[RECORDS FOR THE EXERCISE]

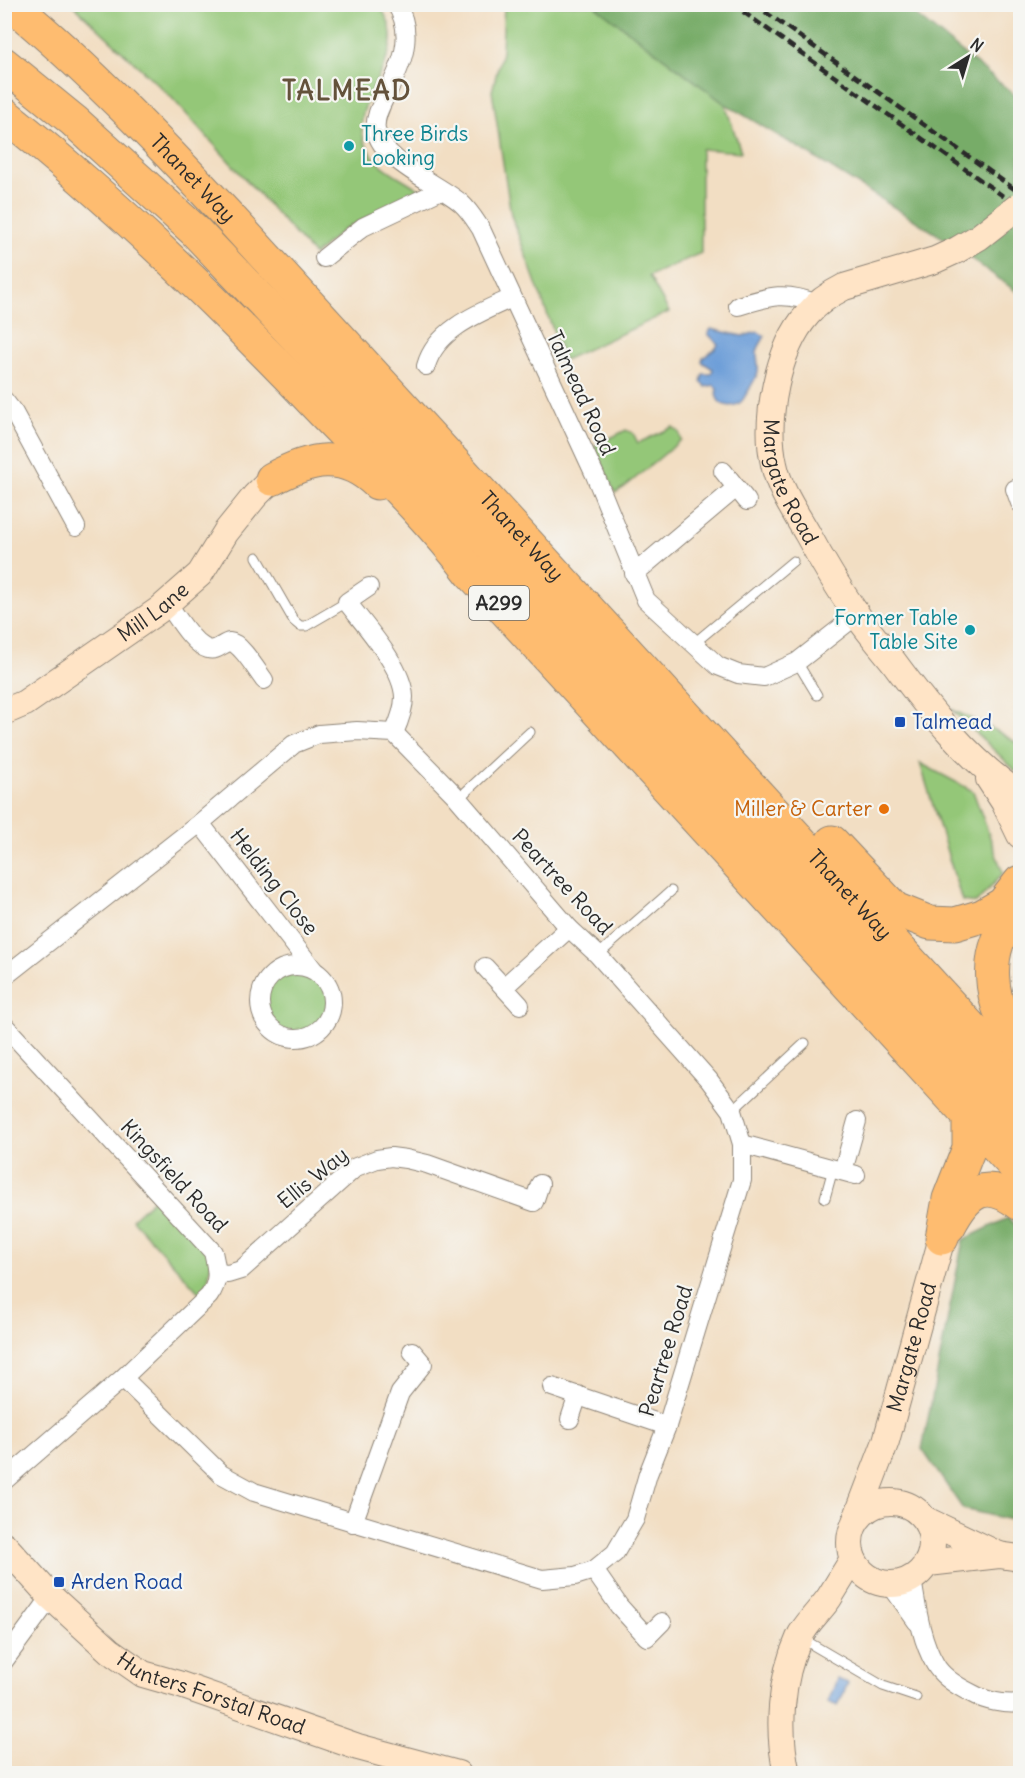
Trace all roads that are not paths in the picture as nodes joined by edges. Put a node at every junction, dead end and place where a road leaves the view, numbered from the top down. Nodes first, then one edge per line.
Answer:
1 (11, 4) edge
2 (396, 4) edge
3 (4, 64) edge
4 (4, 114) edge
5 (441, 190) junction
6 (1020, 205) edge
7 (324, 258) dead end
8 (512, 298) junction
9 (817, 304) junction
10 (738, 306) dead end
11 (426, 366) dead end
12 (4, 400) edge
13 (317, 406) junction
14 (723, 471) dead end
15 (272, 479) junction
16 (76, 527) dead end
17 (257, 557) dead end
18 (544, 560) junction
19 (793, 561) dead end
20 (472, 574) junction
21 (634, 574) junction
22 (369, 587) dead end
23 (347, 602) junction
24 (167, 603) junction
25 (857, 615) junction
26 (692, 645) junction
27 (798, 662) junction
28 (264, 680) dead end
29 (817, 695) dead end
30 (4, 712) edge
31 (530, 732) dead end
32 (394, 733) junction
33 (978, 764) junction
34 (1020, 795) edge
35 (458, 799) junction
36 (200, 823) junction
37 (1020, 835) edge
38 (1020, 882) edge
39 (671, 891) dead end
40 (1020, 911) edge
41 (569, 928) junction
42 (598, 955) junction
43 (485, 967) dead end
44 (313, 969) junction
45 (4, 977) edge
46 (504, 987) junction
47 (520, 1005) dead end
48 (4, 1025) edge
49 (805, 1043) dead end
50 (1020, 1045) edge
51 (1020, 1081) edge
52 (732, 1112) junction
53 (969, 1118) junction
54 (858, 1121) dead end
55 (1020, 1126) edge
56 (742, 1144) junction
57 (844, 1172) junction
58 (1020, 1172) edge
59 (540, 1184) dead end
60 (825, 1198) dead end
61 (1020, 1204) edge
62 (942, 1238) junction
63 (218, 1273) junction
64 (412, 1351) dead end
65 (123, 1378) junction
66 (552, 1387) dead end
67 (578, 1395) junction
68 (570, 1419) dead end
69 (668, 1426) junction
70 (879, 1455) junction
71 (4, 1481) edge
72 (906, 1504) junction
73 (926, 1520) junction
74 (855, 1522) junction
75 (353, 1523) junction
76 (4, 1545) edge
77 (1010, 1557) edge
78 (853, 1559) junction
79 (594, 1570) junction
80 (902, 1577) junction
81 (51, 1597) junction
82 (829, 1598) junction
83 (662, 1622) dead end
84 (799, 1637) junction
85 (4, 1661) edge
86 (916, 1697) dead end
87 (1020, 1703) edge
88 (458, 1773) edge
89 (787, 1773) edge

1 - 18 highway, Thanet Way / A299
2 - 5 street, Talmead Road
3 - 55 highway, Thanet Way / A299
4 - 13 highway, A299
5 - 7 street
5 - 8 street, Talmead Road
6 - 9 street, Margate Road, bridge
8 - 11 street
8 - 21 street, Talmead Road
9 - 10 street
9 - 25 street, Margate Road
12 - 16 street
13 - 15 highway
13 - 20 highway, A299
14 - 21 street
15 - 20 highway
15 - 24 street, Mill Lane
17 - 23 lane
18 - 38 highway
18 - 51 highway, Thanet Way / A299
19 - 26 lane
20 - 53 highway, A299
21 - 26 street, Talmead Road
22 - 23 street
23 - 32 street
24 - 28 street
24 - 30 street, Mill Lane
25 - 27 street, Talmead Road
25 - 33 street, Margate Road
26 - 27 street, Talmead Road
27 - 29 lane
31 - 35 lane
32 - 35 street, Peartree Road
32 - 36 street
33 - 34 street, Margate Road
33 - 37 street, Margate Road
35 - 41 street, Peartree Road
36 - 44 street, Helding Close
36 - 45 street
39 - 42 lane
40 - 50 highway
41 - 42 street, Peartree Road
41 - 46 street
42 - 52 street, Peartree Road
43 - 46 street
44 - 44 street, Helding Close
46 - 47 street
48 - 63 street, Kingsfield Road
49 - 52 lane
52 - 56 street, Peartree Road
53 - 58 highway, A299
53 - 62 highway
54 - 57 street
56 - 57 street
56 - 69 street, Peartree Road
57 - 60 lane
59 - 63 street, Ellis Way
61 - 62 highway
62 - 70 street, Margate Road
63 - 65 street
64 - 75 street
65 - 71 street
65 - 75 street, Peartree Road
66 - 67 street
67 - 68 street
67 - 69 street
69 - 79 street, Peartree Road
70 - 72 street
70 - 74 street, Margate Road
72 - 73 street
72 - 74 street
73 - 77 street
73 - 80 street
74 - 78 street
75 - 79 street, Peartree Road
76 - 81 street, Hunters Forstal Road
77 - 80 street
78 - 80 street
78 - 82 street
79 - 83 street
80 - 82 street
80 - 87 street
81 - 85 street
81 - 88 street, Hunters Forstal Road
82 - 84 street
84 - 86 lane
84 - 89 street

[/RECORDS FOR THE EXERCISE]
[RECORDS FOR THE EXERCISE]

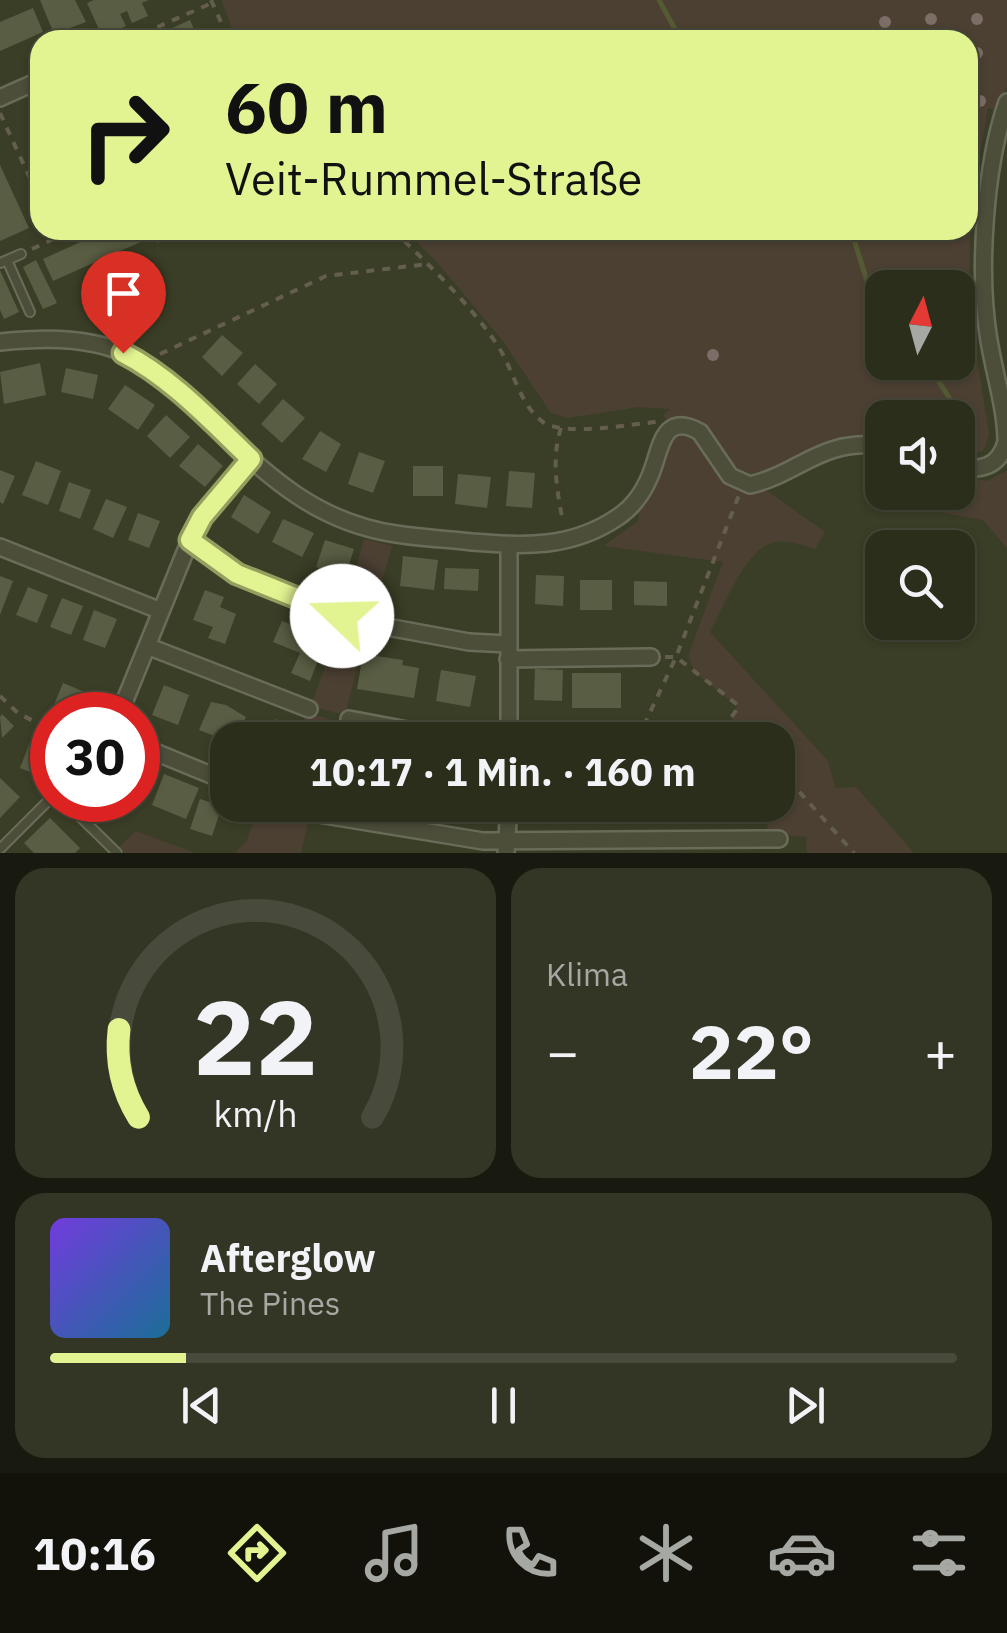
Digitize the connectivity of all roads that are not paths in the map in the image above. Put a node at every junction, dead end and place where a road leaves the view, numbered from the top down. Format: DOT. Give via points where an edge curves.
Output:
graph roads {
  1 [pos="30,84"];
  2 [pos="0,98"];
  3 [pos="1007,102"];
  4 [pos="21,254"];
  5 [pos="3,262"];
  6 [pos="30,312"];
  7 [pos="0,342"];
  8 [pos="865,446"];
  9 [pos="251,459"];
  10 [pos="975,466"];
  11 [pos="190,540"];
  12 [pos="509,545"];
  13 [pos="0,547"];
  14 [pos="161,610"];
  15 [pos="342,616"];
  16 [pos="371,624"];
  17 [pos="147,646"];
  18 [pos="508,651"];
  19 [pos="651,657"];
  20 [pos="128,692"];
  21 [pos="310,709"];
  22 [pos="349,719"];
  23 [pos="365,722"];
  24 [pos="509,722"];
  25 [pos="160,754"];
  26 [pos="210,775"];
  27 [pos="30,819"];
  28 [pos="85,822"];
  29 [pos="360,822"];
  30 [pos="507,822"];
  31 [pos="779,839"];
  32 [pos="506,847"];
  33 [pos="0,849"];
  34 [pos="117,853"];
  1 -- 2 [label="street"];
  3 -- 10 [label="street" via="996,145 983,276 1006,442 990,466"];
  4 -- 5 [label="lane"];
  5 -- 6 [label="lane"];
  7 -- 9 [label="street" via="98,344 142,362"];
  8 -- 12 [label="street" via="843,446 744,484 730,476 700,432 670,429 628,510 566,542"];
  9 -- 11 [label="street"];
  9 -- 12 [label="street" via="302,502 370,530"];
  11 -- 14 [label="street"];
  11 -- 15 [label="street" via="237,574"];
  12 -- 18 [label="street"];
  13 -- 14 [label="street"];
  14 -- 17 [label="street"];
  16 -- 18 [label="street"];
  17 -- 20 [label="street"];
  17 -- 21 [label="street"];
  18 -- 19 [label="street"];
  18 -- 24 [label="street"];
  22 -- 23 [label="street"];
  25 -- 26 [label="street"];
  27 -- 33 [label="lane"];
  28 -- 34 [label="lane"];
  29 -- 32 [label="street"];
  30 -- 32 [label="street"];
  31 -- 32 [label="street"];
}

[/RECORDS FOR THE EXERCISE]
[RECORDS FOR THE EXERCISE]

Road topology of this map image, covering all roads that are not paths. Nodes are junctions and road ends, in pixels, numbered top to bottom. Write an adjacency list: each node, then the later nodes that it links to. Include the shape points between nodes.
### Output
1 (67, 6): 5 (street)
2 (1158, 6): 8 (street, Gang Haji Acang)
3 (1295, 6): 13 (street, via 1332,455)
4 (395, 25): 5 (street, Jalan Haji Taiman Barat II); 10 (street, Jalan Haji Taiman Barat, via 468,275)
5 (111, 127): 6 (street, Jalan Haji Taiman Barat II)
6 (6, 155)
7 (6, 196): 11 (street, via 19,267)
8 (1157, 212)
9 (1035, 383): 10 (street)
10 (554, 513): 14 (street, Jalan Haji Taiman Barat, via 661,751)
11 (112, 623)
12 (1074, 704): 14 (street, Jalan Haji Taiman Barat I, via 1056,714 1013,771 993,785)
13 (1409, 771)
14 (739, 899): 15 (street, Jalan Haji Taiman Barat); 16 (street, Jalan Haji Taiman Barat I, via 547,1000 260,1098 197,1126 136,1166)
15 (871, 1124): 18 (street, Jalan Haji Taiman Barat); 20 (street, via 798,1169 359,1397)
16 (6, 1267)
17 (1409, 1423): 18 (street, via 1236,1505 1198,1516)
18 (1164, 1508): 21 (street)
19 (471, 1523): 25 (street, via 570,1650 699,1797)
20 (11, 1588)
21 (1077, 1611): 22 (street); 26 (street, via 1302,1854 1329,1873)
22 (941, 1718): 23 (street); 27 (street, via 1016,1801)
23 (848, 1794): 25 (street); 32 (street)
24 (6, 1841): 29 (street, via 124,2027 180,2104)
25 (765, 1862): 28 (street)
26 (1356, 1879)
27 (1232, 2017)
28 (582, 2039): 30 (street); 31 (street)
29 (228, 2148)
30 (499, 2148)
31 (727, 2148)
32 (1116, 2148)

[/RECORDS FOR THE EXERCISE]

▶ _EXERCISE DESCRIPTION_:
When a line of the material holds the string "leaves", copy that line.

▶ _WRITTEN RESPONSE_:
Trace all roads that are not paths in the picture as nodes joined by edges. Put a node at every junction, dead end and place where a road leaves the view, numbered from the top down. Nodes first, then one edge per line.
Digitize the connectivity of all roads that are not paths in the map in the image above. Put a node at every junction, dead end and place where a road leaves the view, numbered from the top down. Format: DOT. Give via points where an edge curves.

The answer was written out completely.